BUG: nan segfault in KDTree, reject non-finite input #18230

tylerjereddy · 2023-04-01T21:03:17Z

Fixes BUG: cKDTree segmentation faults when NaN input and balanced_tree=False, compact_nodes=False #18223, though I'd prefer not do to this (see discussion below)
add regression test + fix for the above issue; in short, don't allow nan to be assigned as a maximum or minimum value array prior to tree construction logic when the array has size greater than 1
this is an improvement in the sense of segfault avoidance, though it doesn't necessarily guarantee that we get the correct tree/attributes when nan is present (indeed, the shim is pretty darn strange, see note in code...)
I'm a bit hesitant to add a bunch of nan support here generally though; for example, what does it even mean if a 3D coordinate has "x" as np.nan, but regular floats for "y" and "z?" I doubt we handle all of these kinds of scenarios "correctly," whatever correctly would even mean here
this really is a rabbit hole I think, there's a similar unresolved discussion for nan handling in the conceptually similar pdist/cdist usage here, unresolved after 9 years:
pdist/cdist with missing values #3870
I think I'm actually tempted to error out when nan is present, rather than maintaining a bunch of code that might otherwise have to temporarily mask out the nans and then recalculate indices before/after the C++ code or whatever, but this likely requires some discussion...
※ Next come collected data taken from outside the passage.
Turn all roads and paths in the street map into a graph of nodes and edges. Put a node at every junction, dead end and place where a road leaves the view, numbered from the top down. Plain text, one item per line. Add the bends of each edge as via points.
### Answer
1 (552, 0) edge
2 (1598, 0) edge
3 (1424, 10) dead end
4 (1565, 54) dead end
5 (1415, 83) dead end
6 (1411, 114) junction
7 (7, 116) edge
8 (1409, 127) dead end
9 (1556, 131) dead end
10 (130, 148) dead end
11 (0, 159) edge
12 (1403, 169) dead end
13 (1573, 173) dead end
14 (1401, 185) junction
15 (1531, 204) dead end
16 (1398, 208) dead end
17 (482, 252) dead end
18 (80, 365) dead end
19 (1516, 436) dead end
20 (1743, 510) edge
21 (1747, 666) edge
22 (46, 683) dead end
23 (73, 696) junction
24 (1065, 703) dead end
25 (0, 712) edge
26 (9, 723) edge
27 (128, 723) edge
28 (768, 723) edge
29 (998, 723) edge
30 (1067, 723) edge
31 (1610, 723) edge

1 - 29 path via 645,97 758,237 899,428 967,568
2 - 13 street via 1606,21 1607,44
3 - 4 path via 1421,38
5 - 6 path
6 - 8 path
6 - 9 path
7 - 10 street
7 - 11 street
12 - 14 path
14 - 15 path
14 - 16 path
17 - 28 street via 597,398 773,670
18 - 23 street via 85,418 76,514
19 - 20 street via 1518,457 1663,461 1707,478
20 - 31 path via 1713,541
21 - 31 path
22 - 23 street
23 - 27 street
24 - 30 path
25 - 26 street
@sturlamolden @peterbell10 thoughts? I suspect you'll agree this is a rabbit hole, but curious if you'd think i.e., erroring out with np.nan present might be desirable long-term?

tylerjereddy · 2023-04-01T21:05:50Z

Also, I know I talked about KDTree stuff with @thomasjpfan, I wonder if this np.nan handling has come up for scikit-learn, which also has KDTree?

WarrenWeckesser · 2023-04-01T21:26:01Z

I think I'm actually tempted to error out when nan is present,

This seems like the sanest approach, especially since the current behavior with nan input is undefined. If there is demand, an option to specify how to handle nan can be added in the future (along the lines of nan_policy in the stats functions).

sturlamolden · 2023-04-02T06:52:01Z

In my opionion…

A nan in kd-tree data or query data should probably generate an error.
An inf should have the meaning ”far away from anything” unless a rectangular box is used, which indicates toroid space (used in cosmology). In that case an inf would actually be a line, not a point. Until this is implemented and bullet proofed, we should just bail out with an error here as well.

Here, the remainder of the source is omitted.